„Ist dieser Schuh aber schön..“
nach intensivem Fühlen ,
Betasten, Riechen , Ertasten auch der
filigranen Unebenheiten , Berühren mit den Fingerkuppen, Bestreicheln des
Leders und des Absatzes, unterbrochen
von kurzem Einhalten, dann das Ganze nochmals und ein drittes Mal. Man
sieht dem Gesichtsausdruck der
rund 40 jährigen und von Geburt
aus blinden Anita aus Luxemburg an, wie
aufmerksam und ganzheitlich sie das Ganze erlebt, der Gesichtsausdruck
ist entspannt , die Freude des „inneren
Sehens“ wirkt nach außen, der Sehende
entdeckt die Dankbarkeit
des mit andern Augen
Sehenden als etwas ganz Besonderes: „Ist
dieser Schuh aber schön…“ die Reaktion
von Anita ist so spontan und
kommt nicht über die Augen, sondern vielmehr
vom „sehenden Herzen“, wie
Daniel sagt, ein anderer von
Geburt aus blinder 25 jähriger junger Mann.
Rund 20 Blinde sind
an diesem Tag aus Luxembourg ins
Schuhmuseum gekommen, sie gehören
alle „der Fondation Letzeboerger“
der Luxemburger Blindenvereinigung an.
Madame Jarisch , die Koordinatorin
kultureller Exkursionen des
großen Vereins, hatte vor einigen Wochen
angefragt, ob das Hauensteiner Museum
auch „Führungen zum Anfassen“ anbieten werde.
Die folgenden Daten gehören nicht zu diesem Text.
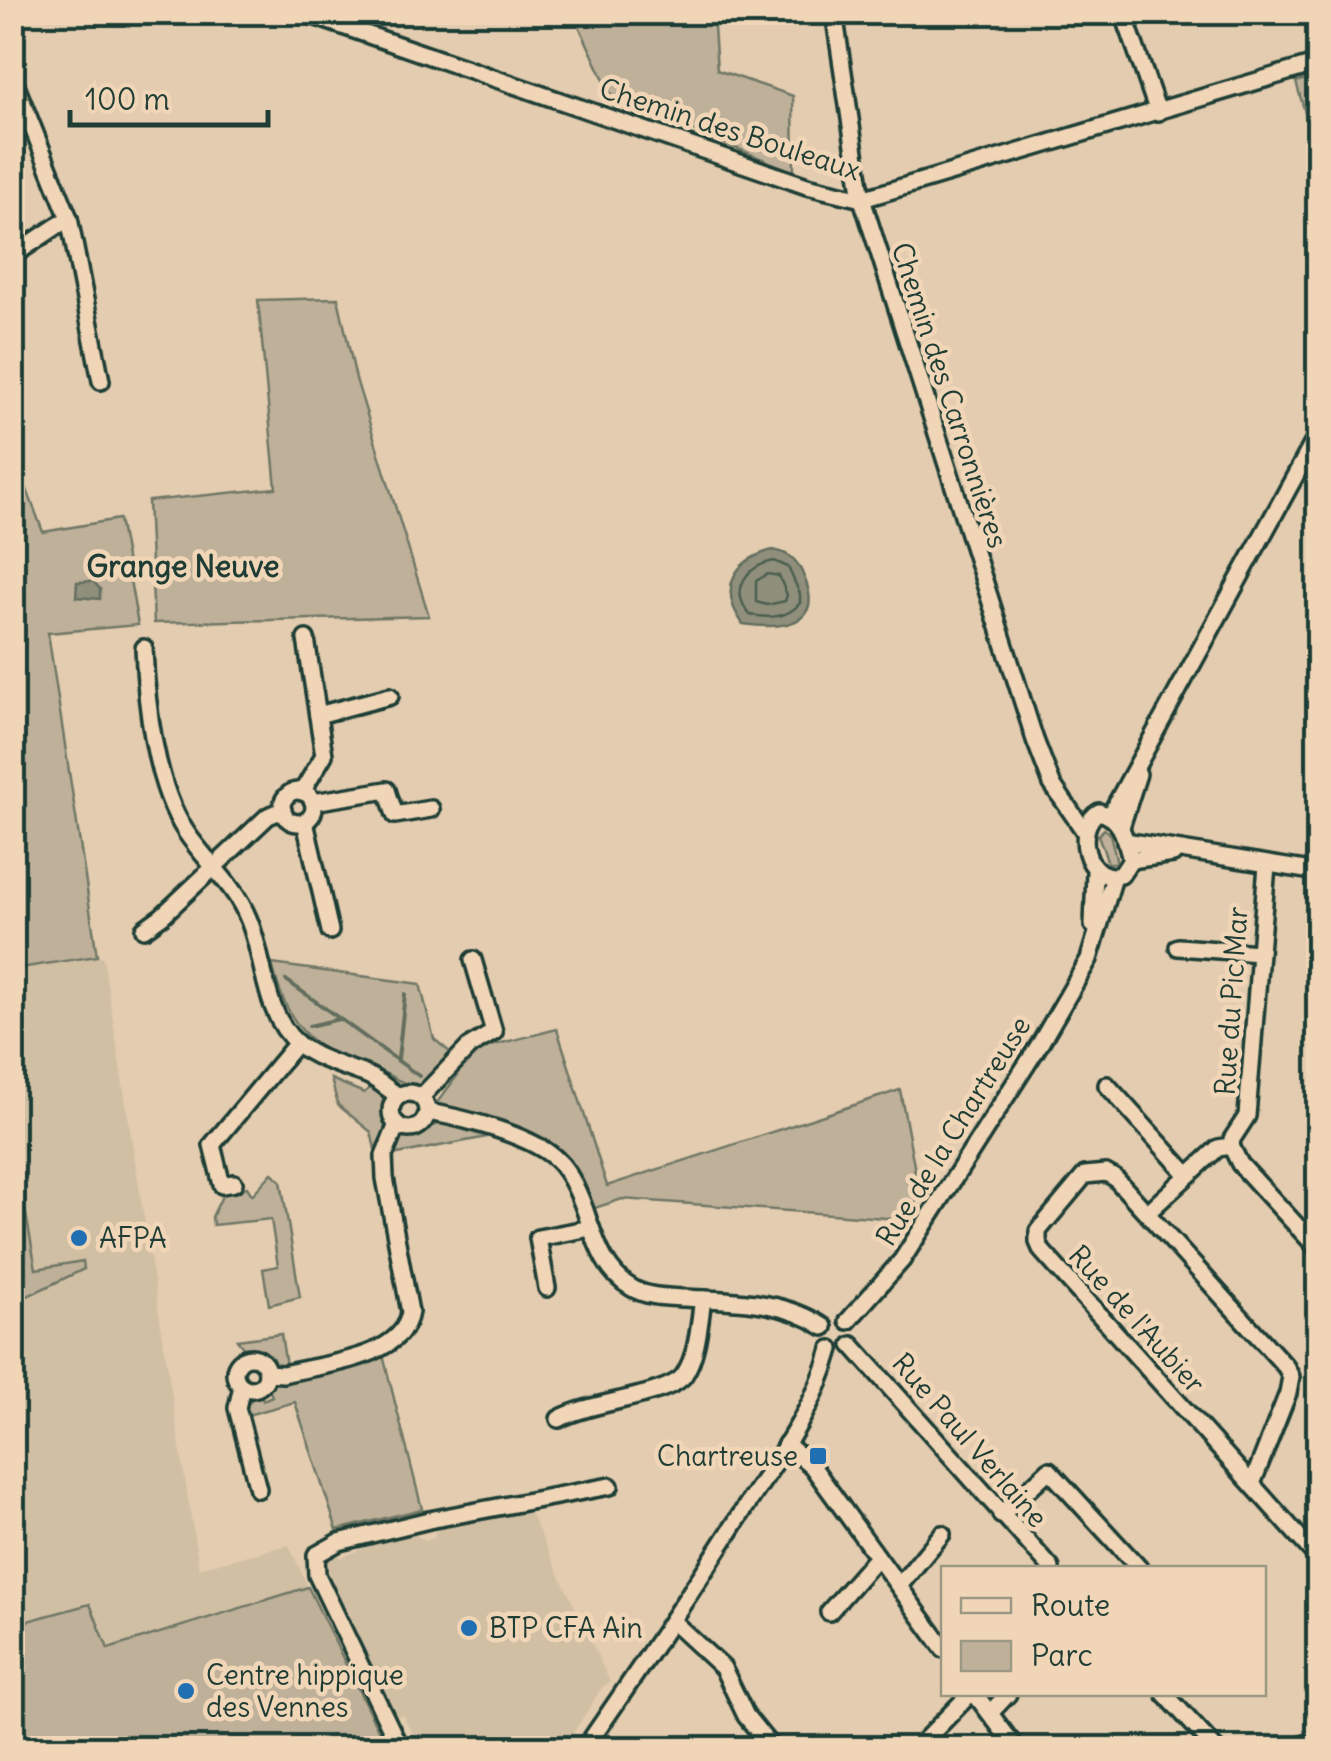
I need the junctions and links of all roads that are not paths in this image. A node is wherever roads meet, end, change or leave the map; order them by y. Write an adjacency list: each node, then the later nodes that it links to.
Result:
1 (302, 12): 7 (street, Chemin des Bouleaux)
2 (834, 12): 7 (street, Chemin des Carronnières)
3 (1123, 12): 6 (street)
4 (1318, 63): 6 (street, Chemin des Bouleaux)
5 (12, 76): 8 (street)
6 (1158, 112): 7 (street, Chemin des Bouleaux)
7 (862, 199): 20 (street, Chemin des Carronnières)
8 (70, 218): 9 (street); 10 (street)
9 (12, 256)
10 (101, 380)
11 (1318, 434): 21 (street)
12 (306, 639): 15 (street)
13 (144, 648): 25 (street)
14 (390, 696): 15 (street)
15 (318, 715): 16 (street)
16 (308, 797): 17 (street); 18 (street); 19 (street)
17 (431, 809)
18 (283, 810): 19 (street); 25 (street)
19 (304, 822): 30 (street)
20 (1088, 824): 21 (street); 26 (street, Rue de la Chartreuse)
21 (1119, 828): 22 (street); 23 (street)
22 (1192, 852): 23 (street); 24 (street)
23 (1131, 860): 28 (street)
24 (1267, 865): 27 (street); 32 (street, Rue du Pic Mar)
25 (213, 866): 29 (street); 35 (street)
26 (1096, 872): 28 (street); 33 (street, Rue de la Chartreuse)
27 (1318, 872)
28 (1114, 877): 33 (street, Rue de la Chartreuse)
29 (144, 929)
30 (330, 931)
31 (1178, 947): 32 (street)
32 (1259, 953): 40 (street, Rue du Pic Mar)
33 (1089, 959): 48 (street, Rue de la Chartreuse)
34 (473, 960): 38 (street)
35 (297, 1043): 37 (street); 42 (street)
36 (1107, 1085): 41 (street)
37 (399, 1096): 38 (street); 39 (street)
38 (424, 1105): 39 (street); 44 (street)
39 (397, 1124): 52 (street)
40 (1230, 1146): 41 (street); 45 (street)
41 (1188, 1176): 43 (street)
42 (234, 1183)
43 (1147, 1214): 56 (street, Rue de l'Aubier); 56 (street, Rue de l'Aubier)
44 (591, 1228): 46 (street); 47 (street)
45 (1318, 1249)
46 (547, 1288)
47 (703, 1299): 49 (street); 54 (street)
48 (848, 1321): 49 (street); 50 (street)
49 (824, 1327): 51 (street)
50 (852, 1345): 51 (street); 59 (street, Rue Paul Verlaine)
51 (831, 1350): 55 (street)
52 (268, 1373): 53 (street); 53 (street)
53 (242, 1386): 58 (street)
54 (559, 1419)
55 (786, 1444): 61 (street); 67 (street)
56 (1252, 1484): 62 (street, Rue de l'Aubier)
57 (610, 1486): 75 (street)
58 (258, 1489)
59 (1002, 1514): 63 (street, Rue Paul Verlaine); 64 (street)
60 (942, 1534): 65 (street)
61 (877, 1557): 65 (street); 66 (street)
62 (1318, 1558)
63 (1049, 1566)
64 (1137, 1566)
65 (899, 1586): 68 (street)
66 (829, 1612)
67 (672, 1622): 76 (street); 77 (street)
68 (941, 1645)
69 (971, 1696): 74 (street)
70 (975, 1696): 73 (street)
71 (1006, 1696): 73 (street)
72 (1168, 1696): 79 (street)
73 (990, 1713): 78 (street)
74 (926, 1740)
75 (400, 1748)
76 (584, 1748)
77 (772, 1748)
78 (1016, 1748)
79 (1215, 1748)
80 (1299, 1748): 81 (street)
81 (1309, 1748)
Dabei war sie
bei den erprobungsfreudigen
Hauensteinern spontan auf großes
Interesse gestoßen, zumal die
Museumsleitung vor Jahren schon auch
erste Versuche mit
dem engagierten Blindenfunktionär
Wilhelm Lickteig aus Clausen initiiert
hatte , um Museumsbesuche auch für Blinde und Sehbehinderte anschaulich
anzubieten. Gedacht ist dabei auch eine
kleine Ecke mit Schuhen aller Art zum Betasten und Erfassen,
versehen mit Kurzbezeichnungen in Blindenschrift. Leider ist das Projekt bisher noch nicht verwirklicht worden, weil
notwendige Sponsoren noch
fehlen.
Die Vorbereitung der
Sonderführung mit den Luxemburgern war
dagegen überhaupt nicht zeitaufwendig. An 15 Stationen waren über das Museum verteilt besondere Exponate aus den Vitrinen herausgenommen worden. Das Befühlen,
Ertasten und Riechen vollzog sich dabei
bei allen blinden Besuchern ausgeprägt
intensiv und mit interessierter
Aufmerksamkeit, und immer wieder gab es zusammenfassende Kommentare, die von
sehenden Besuchern nicht hätten treffender sein können.
Am meisten war die
Freude jedoch anzumerken bei dem „Betrachten“ der
Wanderschuhe von Kanzler Helmut Kohl (um 1985)
oder der Originalleisten von
General de Gaulle (um 1955): „Gegenüber
Helmut Kohl muss der französische
Staatsmann geradezu ganz schlanke Füße
gehabt haben“, meinten die Luxemburger Gäste, die mehr als drei
Stunden mit größter Aufmerksamkeit die
Welt der Schuhe „mit anderen Augen“ erkundeten und erforschten
Foto: Begeistert von den Wanderschuhen von Kanzler Helmut Kohl (links) und dem Originalleisten von General de Gaulle
(rechts), ein Teil der Luxemburger Blindengruppe beim Erfühlen der Promi-Schuhe.